Reproduce all the entries exactly.

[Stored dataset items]
Start of Block
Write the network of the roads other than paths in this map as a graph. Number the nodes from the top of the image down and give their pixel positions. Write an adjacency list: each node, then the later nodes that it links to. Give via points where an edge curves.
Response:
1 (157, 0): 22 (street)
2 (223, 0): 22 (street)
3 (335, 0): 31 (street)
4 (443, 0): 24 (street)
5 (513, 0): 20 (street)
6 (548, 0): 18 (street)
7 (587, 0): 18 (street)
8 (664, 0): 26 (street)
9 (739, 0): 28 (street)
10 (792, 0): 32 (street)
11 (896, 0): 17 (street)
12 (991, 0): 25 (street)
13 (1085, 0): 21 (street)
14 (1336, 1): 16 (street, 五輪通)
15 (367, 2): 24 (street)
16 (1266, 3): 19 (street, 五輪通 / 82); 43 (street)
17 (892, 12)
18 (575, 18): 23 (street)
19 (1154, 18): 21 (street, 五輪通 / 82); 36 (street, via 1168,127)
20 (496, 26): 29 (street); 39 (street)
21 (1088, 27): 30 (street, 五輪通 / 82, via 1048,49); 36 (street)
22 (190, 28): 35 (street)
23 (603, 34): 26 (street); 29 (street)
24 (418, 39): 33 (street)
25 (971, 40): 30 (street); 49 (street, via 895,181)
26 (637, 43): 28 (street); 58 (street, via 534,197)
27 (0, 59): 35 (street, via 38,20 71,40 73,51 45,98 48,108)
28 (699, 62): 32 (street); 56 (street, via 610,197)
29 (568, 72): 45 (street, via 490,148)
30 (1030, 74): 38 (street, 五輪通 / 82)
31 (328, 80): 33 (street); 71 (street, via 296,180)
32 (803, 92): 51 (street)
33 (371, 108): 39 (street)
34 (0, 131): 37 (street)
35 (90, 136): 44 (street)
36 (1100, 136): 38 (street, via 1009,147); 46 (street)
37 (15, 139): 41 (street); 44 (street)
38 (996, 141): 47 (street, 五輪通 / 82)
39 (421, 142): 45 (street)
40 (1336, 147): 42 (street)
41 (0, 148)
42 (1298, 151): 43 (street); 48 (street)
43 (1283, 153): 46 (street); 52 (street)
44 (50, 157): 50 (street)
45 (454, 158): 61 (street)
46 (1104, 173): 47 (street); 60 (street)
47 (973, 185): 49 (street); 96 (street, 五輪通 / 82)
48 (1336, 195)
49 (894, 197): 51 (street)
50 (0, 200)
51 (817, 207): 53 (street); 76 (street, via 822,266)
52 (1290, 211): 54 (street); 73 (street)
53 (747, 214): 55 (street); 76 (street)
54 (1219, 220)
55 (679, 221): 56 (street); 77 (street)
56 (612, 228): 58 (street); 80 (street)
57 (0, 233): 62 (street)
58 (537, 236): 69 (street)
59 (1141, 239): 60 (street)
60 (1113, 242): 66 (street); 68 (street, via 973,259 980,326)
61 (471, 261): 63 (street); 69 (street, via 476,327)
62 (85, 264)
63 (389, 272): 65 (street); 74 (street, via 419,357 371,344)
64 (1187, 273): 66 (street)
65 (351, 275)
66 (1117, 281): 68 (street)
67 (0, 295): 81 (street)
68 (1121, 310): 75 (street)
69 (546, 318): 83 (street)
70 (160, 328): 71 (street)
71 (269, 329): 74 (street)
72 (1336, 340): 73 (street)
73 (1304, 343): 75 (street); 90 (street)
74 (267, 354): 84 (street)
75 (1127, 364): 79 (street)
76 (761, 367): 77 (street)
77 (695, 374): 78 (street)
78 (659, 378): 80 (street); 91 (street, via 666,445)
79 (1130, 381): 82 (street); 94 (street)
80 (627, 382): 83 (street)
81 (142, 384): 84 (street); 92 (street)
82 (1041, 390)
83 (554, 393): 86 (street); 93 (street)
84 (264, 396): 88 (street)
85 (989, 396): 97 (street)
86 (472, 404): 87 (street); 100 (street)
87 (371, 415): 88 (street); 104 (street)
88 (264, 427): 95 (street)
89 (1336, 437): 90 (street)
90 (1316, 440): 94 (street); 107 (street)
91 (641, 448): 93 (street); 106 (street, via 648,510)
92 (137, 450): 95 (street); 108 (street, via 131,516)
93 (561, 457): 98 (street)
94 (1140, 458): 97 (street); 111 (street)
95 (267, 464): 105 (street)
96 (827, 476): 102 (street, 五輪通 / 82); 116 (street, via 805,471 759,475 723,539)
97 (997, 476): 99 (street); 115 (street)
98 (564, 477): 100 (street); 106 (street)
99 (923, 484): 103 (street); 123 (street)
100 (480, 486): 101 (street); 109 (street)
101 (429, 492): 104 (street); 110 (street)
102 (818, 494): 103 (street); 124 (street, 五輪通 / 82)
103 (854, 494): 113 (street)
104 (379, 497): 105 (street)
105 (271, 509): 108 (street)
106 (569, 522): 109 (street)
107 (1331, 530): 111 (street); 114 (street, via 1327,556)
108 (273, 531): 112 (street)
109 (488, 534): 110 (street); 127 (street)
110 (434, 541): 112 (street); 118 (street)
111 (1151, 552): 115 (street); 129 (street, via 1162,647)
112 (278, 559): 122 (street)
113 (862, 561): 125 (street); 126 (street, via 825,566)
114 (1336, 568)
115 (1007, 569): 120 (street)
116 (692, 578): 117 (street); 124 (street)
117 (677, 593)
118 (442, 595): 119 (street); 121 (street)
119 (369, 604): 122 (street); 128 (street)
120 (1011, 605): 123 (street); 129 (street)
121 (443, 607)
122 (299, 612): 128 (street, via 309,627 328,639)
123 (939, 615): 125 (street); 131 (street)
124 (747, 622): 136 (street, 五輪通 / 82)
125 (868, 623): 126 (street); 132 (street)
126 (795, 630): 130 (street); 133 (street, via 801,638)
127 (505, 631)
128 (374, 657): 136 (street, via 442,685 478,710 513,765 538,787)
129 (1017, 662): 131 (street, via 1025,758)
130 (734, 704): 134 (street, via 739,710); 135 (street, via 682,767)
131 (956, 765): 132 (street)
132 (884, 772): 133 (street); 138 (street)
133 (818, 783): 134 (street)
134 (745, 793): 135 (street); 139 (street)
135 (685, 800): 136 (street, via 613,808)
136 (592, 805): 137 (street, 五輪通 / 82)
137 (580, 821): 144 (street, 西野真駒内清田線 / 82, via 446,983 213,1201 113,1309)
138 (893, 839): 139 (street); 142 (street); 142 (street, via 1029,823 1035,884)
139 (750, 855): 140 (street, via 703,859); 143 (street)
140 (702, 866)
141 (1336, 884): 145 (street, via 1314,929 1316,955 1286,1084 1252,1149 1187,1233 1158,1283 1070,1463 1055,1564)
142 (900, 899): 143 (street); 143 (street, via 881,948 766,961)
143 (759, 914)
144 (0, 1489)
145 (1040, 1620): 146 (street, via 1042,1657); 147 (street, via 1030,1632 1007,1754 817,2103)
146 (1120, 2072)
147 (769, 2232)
End of Block
**Task result**:
Write the network of the roads other than paths in this map as a graph. Number the nodes from the top of the image down and give their pixel positions. Write an adjacency list: each node, then the later nodes that it links to. Give via points where an edge curves.
Response:
1 (157, 0): 22 (street)
2 (223, 0): 22 (street)
3 (335, 0): 31 (street)
4 (443, 0): 24 (street)
5 (513, 0): 20 (street)
6 (548, 0): 18 (street)
7 (587, 0): 18 (street)
8 (664, 0): 26 (street)
9 (739, 0): 28 (street)
10 (792, 0): 32 (street)
11 (896, 0): 17 (street)
12 (991, 0): 25 (street)
13 (1085, 0): 21 (street)
14 (1336, 1): 16 (street, 五輪通)
15 (367, 2): 24 (street)
16 (1266, 3): 19 (street, 五輪通 / 82); 43 (street)
17 (892, 12)
18 (575, 18): 23 (street)
19 (1154, 18): 21 (street, 五輪通 / 82); 36 (street, via 1168,127)
20 (496, 26): 29 (street); 39 (street)
21 (1088, 27): 30 (street, 五輪通 / 82, via 1048,49); 36 (street)
22 (190, 28): 35 (street)
23 (603, 34): 26 (street); 29 (street)
24 (418, 39): 33 (street)
25 (971, 40): 30 (street); 49 (street, via 895,181)
26 (637, 43): 28 (street); 58 (street, via 534,197)
27 (0, 59): 35 (street, via 38,20 71,40 73,51 45,98 48,108)
28 (699, 62): 32 (street); 56 (street, via 610,197)
29 (568, 72): 45 (street, via 490,148)
30 (1030, 74): 38 (street, 五輪通 / 82)
31 (328, 80): 33 (street); 71 (street, via 296,180)
32 (803, 92): 51 (street)
33 (371, 108): 39 (street)
34 (0, 131): 37 (street)
35 (90, 136): 44 (street)
36 (1100, 136): 38 (street, via 1009,147); 46 (street)
37 (15, 139): 41 (street); 44 (street)
38 (996, 141): 47 (street, 五輪通 / 82)
39 (421, 142): 45 (street)
40 (1336, 147): 42 (street)
41 (0, 148)
42 (1298, 151): 43 (street); 48 (street)
43 (1283, 153): 46 (street); 52 (street)
44 (50, 157): 50 (street)
45 (454, 158): 61 (street)
46 (1104, 173): 47 (street); 60 (street)
47 (973, 185): 49 (street); 96 (street, 五輪通 / 82)
48 (1336, 195)
49 (894, 197): 51 (street)
50 (0, 200)
51 (817, 207): 53 (street); 76 (street, via 822,266)
52 (1290, 211): 54 (street); 73 (street)
53 (747, 214): 55 (street); 76 (street)
54 (1219, 220)
55 (679, 221): 56 (street); 77 (street)
56 (612, 228): 58 (street); 80 (street)
57 (0, 233): 62 (street)
58 (537, 236): 69 (street)
59 (1141, 239): 60 (street)
60 (1113, 242): 66 (street); 68 (street, via 973,259 980,326)
61 (471, 261): 63 (street); 69 (street, via 476,327)
62 (85, 264)
63 (389, 272): 65 (street); 74 (street, via 419,357 371,344)
64 (1187, 273): 66 (street)
65 (351, 275)
66 (1117, 281): 68 (street)
67 (0, 295): 81 (street)
68 (1121, 310): 75 (street)
69 (546, 318): 83 (street)
70 (160, 328): 71 (street)
71 (269, 329): 74 (street)
72 (1336, 340): 73 (street)
73 (1304, 343): 75 (street); 90 (street)
74 (267, 354): 84 (street)
75 (1127, 364): 79 (street)
76 (761, 367): 77 (street)
77 (695, 374): 78 (street)
78 (659, 378): 80 (street); 91 (street, via 666,445)
79 (1130, 381): 82 (street); 94 (street)
80 (627, 382): 83 (street)
81 (142, 384): 84 (street); 92 (street)
82 (1041, 390)
83 (554, 393): 86 (street); 93 (street)
84 (264, 396): 88 (street)
85 (989, 396): 97 (street)
86 (472, 404): 87 (street); 100 (street)
87 (371, 415): 88 (street); 104 (street)
88 (264, 427): 95 (street)
89 (1336, 437): 90 (street)
90 (1316, 440): 94 (street); 107 (street)
91 (641, 448): 93 (street); 106 (street, via 648,510)
92 (137, 450): 95 (street); 108 (street, via 131,516)
93 (561, 457): 98 (street)
94 (1140, 458): 97 (street); 111 (street)
95 (267, 464): 105 (street)
96 (827, 476): 102 (street, 五輪通 / 82); 116 (street, via 805,471 759,475 723,539)
97 (997, 476): 99 (street); 115 (street)
98 (564, 477): 100 (street); 106 (street)
99 (923, 484): 103 (street); 123 (street)
100 (480, 486): 101 (street); 109 (street)
101 (429, 492): 104 (street); 110 (street)
102 (818, 494): 103 (street); 124 (street, 五輪通 / 82)
103 (854, 494): 113 (street)
104 (379, 497): 105 (street)
105 (271, 509): 108 (street)
106 (569, 522): 109 (street)
107 (1331, 530): 111 (street); 114 (street, via 1327,556)
108 (273, 531): 112 (street)
109 (488, 534): 110 (street); 127 (street)
110 (434, 541): 112 (street); 118 (street)
111 (1151, 552): 115 (street); 129 (street, via 1162,647)
112 (278, 559): 122 (street)
113 (862, 561): 125 (street); 126 (street, via 825,566)
114 (1336, 568)
115 (1007, 569): 120 (street)
116 (692, 578): 117 (street); 124 (street)
117 (677, 593)
118 (442, 595): 119 (street); 121 (street)
119 (369, 604): 122 (street); 128 (street)
120 (1011, 605): 123 (street); 129 (street)
121 (443, 607)
122 (299, 612): 128 (street, via 309,627 328,639)
123 (939, 615): 125 (street); 131 (street)
124 (747, 622): 136 (street, 五輪通 / 82)
125 (868, 623): 126 (street); 132 (street)
126 (795, 630): 130 (street); 133 (street, via 801,638)
127 (505, 631)
128 (374, 657): 136 (street, via 442,685 478,710 513,765 538,787)
129 (1017, 662): 131 (street, via 1025,758)
130 (734, 704): 134 (street, via 739,710); 135 (street, via 682,767)
131 (956, 765): 132 (street)
132 (884, 772): 133 (street); 138 (street)
133 (818, 783): 134 (street)
134 (745, 793): 135 (street); 139 (street)
135 (685, 800): 136 (street, via 613,808)
136 (592, 805): 137 (street, 五輪通 / 82)
137 (580, 821): 144 (street, 西野真駒内清田線 / 82, via 446,983 213,1201 113,1309)
138 (893, 839): 139 (street); 142 (street); 142 (street, via 1029,823 1035,884)
139 (750, 855): 140 (street, via 703,859); 143 (street)
140 (702, 866)
141 (1336, 884): 145 (street, via 1314,929 1316,955 1286,1084 1252,1149 1187,1233 1158,1283 1070,1463 1055,1564)
142 (900, 899): 143 (street); 143 (street, via 881,948 766,961)
143 (759, 914)
144 (0, 1489)
145 (1040, 1620): 146 (street, via 1042,1657); 147 (street, via 1030,1632 1007,1754 817,2103)
146 (1120, 2072)
147 (769, 2232)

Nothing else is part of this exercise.